Many of the show’s “cowboy events” such as roping, riding and bulldogging were popularized in the Wild West arena before finding a permanent place in a rodeo arena. Not that these events weren’t already in rodeos. “Cowboy Contest” had been taking place in the West for many years (one of the earliest being recorded at Santa Fe in 1847). It’s just that the international exposure and popularity of Wild West shows reached far beyond the ability of an annual Fair, or Pioneer Days celebration (which is where most early cowboy contests, aka rodeos, were held). Without the Wild West shows traveling the world, entertaining millions of folk who knew nothing about cowboy skills, rodeo would not have enjoyed the early success it did.

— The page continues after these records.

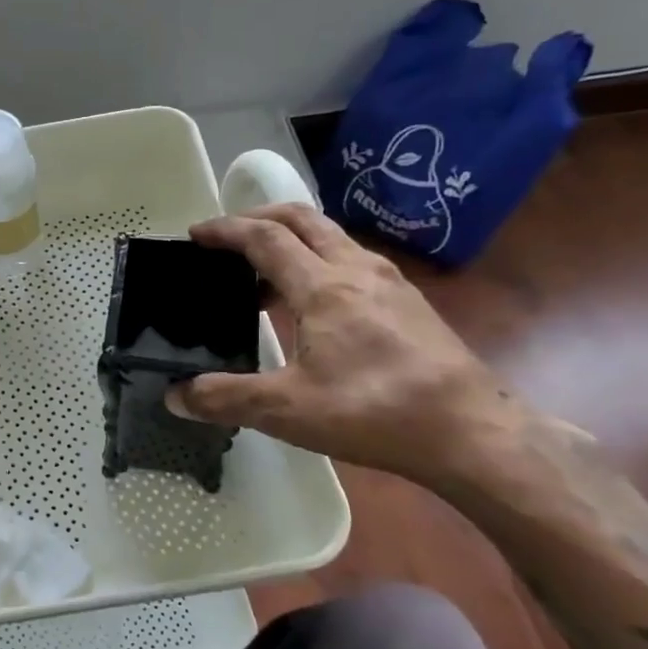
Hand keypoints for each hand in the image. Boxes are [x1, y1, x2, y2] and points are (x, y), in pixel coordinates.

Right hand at [167, 205, 530, 490]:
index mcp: (322, 286)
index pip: (264, 238)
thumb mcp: (288, 410)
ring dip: (291, 239)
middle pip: (301, 219)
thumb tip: (175, 396)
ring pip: (330, 236)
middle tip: (227, 237)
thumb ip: (226, 398)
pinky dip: (318, 261)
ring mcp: (389, 281)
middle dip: (258, 217)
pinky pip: (351, 259)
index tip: (195, 234)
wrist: (472, 431)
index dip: (225, 230)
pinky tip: (313, 303)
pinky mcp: (409, 300)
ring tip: (263, 274)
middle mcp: (356, 269)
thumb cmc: (375, 412)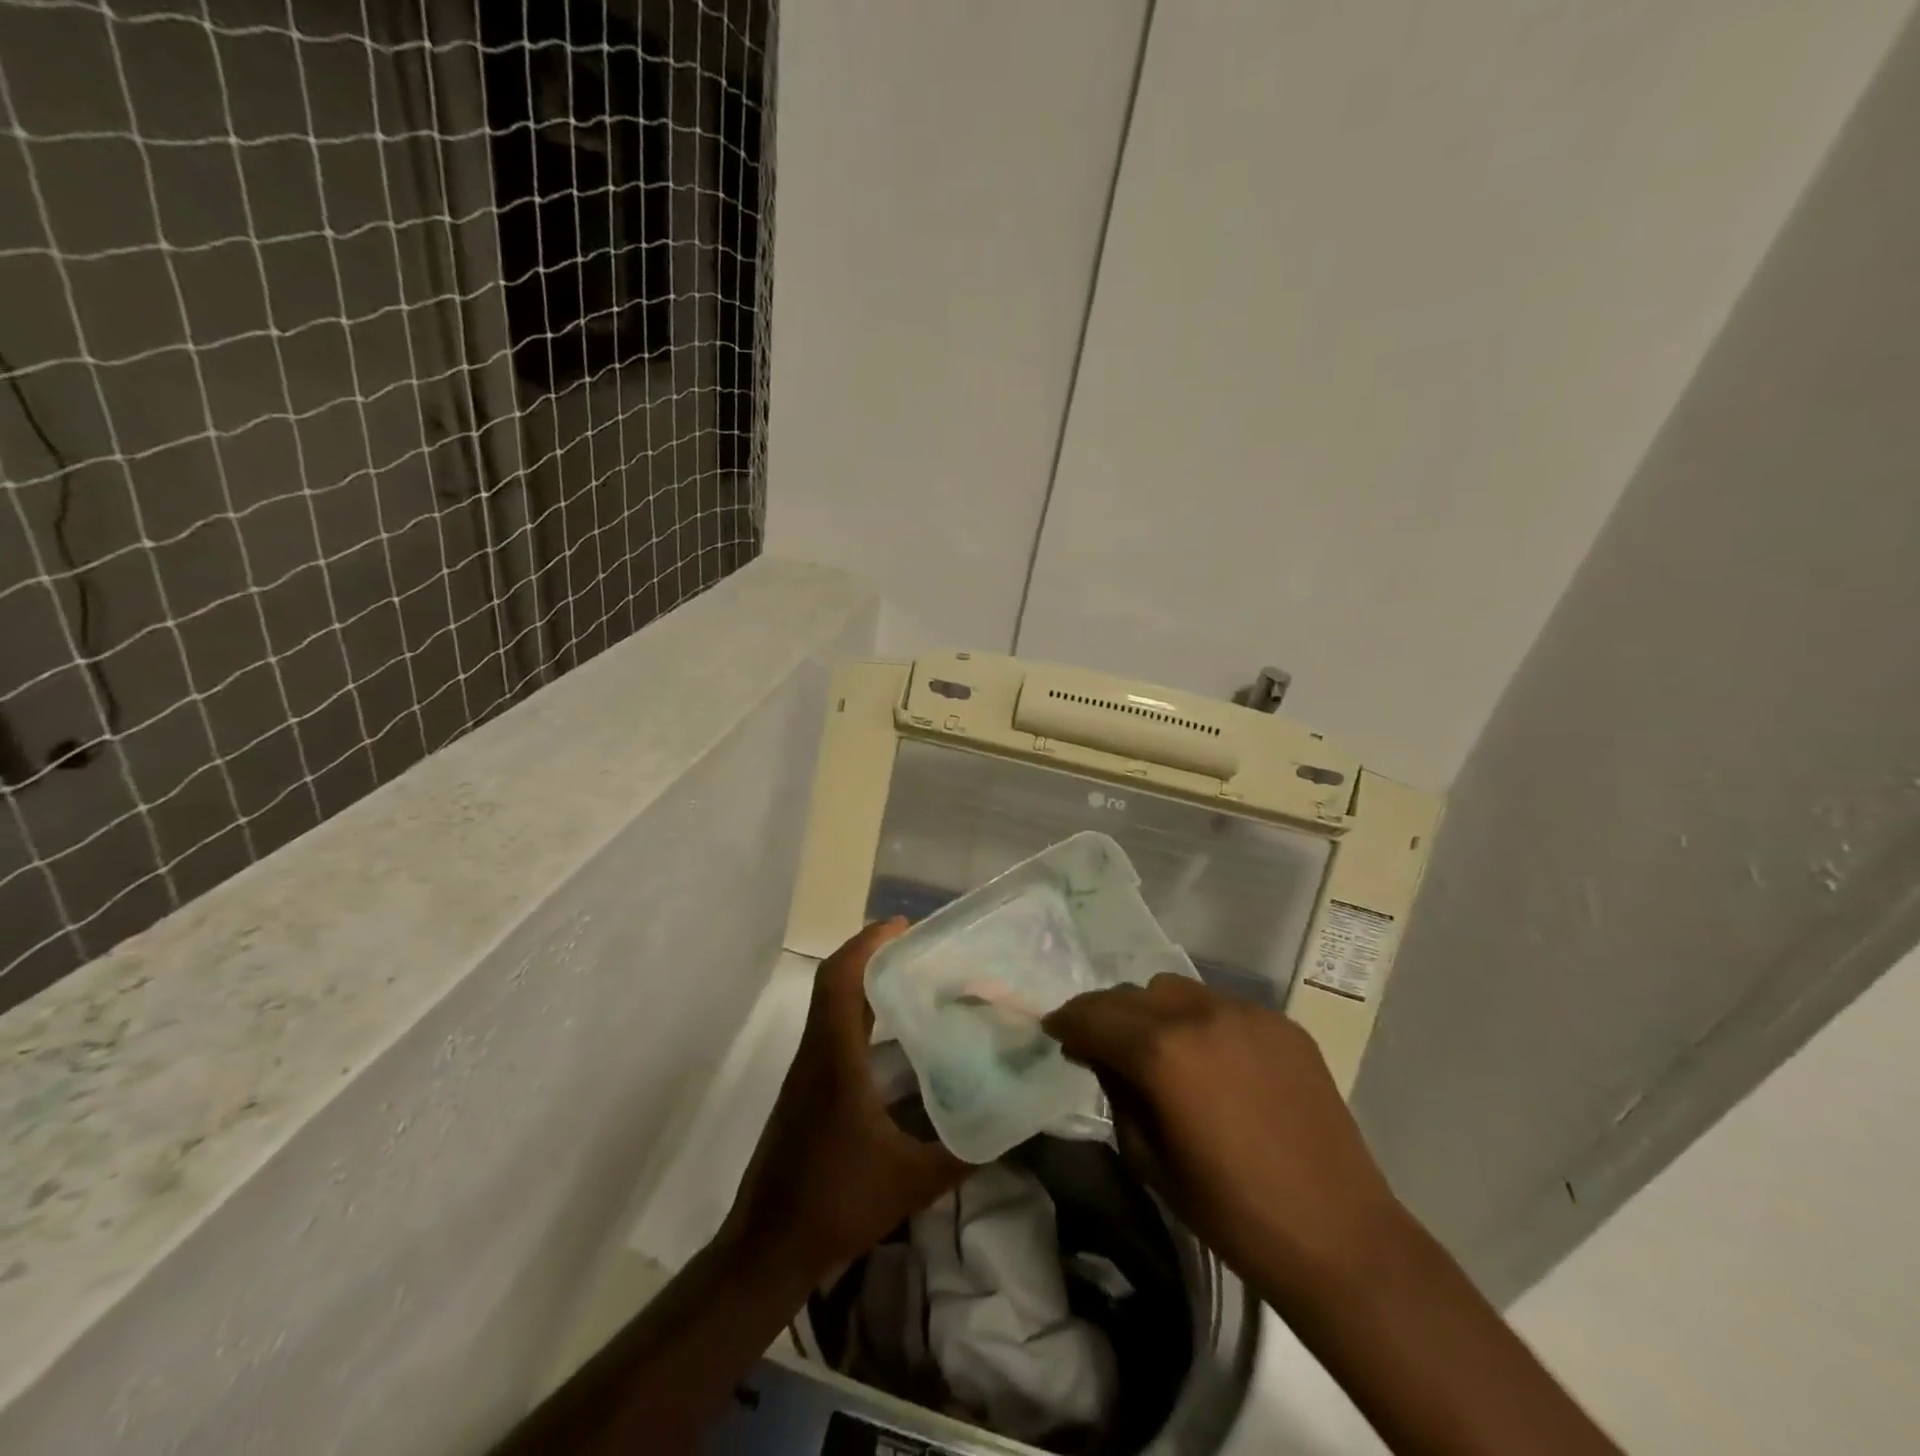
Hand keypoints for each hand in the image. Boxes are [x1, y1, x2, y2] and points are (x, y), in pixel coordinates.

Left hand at [724, 919, 967, 1279]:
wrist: (767, 1249)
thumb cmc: (836, 1204)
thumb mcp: (912, 1182)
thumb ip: (964, 1152)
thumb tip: (1011, 1124)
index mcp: (835, 1058)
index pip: (841, 980)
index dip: (868, 944)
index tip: (904, 925)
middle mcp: (816, 1053)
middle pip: (835, 983)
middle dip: (872, 954)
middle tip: (919, 947)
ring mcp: (806, 1072)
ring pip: (831, 1005)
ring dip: (864, 982)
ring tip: (914, 980)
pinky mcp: (806, 1090)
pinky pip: (832, 1031)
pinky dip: (859, 1014)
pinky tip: (894, 1038)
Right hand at [1043, 974, 1407, 1302]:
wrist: (1337, 1235)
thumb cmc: (1230, 1211)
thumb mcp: (1149, 1158)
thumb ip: (1117, 1092)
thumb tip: (1101, 1056)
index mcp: (1162, 1051)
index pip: (1093, 1016)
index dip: (1067, 1022)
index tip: (1056, 1032)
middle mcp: (1200, 1014)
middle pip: (1131, 994)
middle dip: (1106, 1015)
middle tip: (1100, 1044)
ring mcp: (1246, 1012)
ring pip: (1175, 990)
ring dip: (1152, 1011)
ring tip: (1157, 1047)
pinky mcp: (1281, 1022)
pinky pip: (1220, 1005)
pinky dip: (1199, 1022)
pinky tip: (1211, 1060)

Most of the early-day rodeo stars worked both the “Cowboy Contests” (rodeos) and the Wild West shows. Foghorn Clancy, rodeo’s first professional announcer and earliest historian, described the difference between a “contest” and a “show” as being: in one the cowboys put up an entry fee and competed for prize money and the latter being where a cowboy simply drew a salary for his performance. By the early 1900s however, many shows (rodeos) were a combination of these scenarios. Slowly but surely, cowboys were paid less and less on a salary bases and more on a “winning” basis. This was one of the ways (along with other modifications) that Wild West shows slowly morphed into rodeos by the 1920s or so.

Although there were hundreds of different Wild West shows in business from the late 1800s through the first two decades of the twentieth century, Buffalo Bill’s was by far the measuring stick. All others were judged by how they compared to it.

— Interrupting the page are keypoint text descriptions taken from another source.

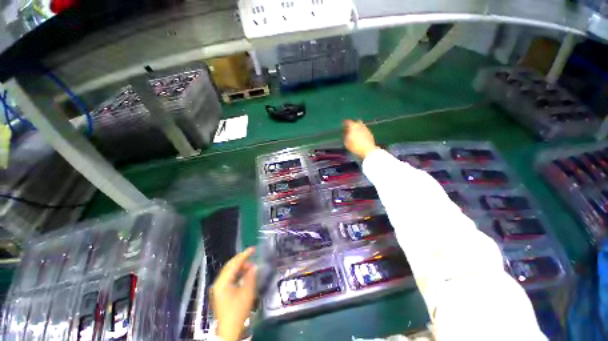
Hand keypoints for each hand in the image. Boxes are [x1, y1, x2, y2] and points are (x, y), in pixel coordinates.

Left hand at [212, 247, 256, 340]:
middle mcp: (218, 282)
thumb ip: (250, 276)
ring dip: (240, 267)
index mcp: (223, 282)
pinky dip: (237, 273)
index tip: (253, 249)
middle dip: (241, 260)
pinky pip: (229, 277)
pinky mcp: (220, 292)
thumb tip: (253, 266)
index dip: (245, 255)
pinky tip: (244, 274)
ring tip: (250, 267)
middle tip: (252, 256)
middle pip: (230, 265)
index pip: (234, 264)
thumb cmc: (238, 310)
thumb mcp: (247, 292)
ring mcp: (218, 287)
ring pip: (229, 271)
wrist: (229, 329)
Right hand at [343, 119, 377, 158]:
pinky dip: (361, 132)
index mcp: (353, 126)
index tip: (343, 127)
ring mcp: (366, 128)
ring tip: (355, 134)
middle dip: (352, 125)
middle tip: (349, 130)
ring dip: (357, 129)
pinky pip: (364, 130)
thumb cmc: (356, 146)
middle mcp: (360, 125)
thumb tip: (345, 133)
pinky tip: (360, 137)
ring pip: (360, 126)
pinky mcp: (370, 133)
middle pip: (355, 123)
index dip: (344, 124)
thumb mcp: (346, 143)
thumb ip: (345, 136)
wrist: (368, 150)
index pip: (347, 122)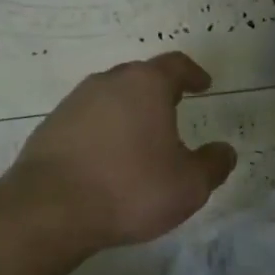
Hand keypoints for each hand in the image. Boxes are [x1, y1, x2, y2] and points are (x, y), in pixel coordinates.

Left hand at [10, 53, 237, 251]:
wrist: (50, 209)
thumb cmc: (131, 189)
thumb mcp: (189, 185)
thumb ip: (213, 164)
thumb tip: (225, 150)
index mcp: (145, 85)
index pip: (175, 65)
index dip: (193, 73)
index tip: (203, 84)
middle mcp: (107, 83)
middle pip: (139, 77)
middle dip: (159, 91)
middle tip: (173, 109)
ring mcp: (73, 103)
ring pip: (109, 97)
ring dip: (128, 111)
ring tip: (140, 137)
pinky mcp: (49, 127)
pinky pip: (86, 120)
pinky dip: (102, 131)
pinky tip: (107, 158)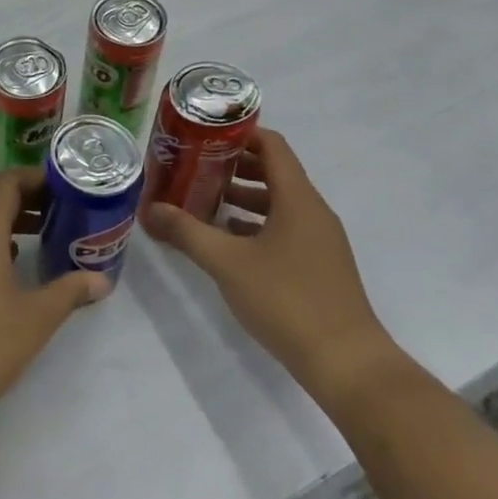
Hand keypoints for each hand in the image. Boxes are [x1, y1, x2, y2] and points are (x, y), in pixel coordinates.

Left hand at [0, 168, 110, 444]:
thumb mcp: (36, 318)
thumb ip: (70, 291)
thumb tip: (101, 279)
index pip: (5, 182)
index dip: (36, 179)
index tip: (65, 188)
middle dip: (24, 198)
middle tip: (60, 211)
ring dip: (4, 221)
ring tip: (40, 235)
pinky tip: (6, 268)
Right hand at [143, 130, 400, 404]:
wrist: (347, 364)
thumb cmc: (287, 300)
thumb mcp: (227, 263)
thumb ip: (187, 232)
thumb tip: (150, 209)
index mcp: (298, 199)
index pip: (272, 146)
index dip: (240, 134)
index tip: (204, 134)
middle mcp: (313, 212)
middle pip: (274, 172)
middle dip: (234, 165)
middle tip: (194, 166)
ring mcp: (319, 240)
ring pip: (278, 203)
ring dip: (243, 197)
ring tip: (203, 200)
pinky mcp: (319, 266)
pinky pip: (284, 228)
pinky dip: (255, 224)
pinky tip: (227, 240)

Just like most good things however, they come to an end eventually. For many reasons, including World War I, the invention of motion pictures, a decline in shooting as a spectator sport (baseball and football were increasingly popular now), the era of the Wild West fizzled out. Riding and roping were now showcased in what was becoming known as “rodeos,” which, at the time were greatly condensed versions of Wild West shows. They were also considerably less of a production and less expensive to produce.

As a sign of the times, Cody’s show began to have financial difficulties. In 1913 he borrowed money from a Denver businessman, Harry Tammen (one of the early manufactures of “tourist” Indian jewelry, but that is another story). Cody fell behind on the payments and when the Wild West stopped in Denver to do a show, Tammen had it seized. Buffalo Bill’s Wild West was sold at auction in Denver to satisfy the debt.

Although occasional adaptations were staged for years afterward, the era of the Wild West is generally said to have died in 1917, along with its greatest showman, Buffalo Bill Cody. Bill died while visiting his sister’s home in Denver. He was buried on Lookout Mountain overlooking Denver and the Plains. It was reported that more than 18,000 attended the funeral.

From that time, and through this day, rodeo is how the public get its “Wild West” fix!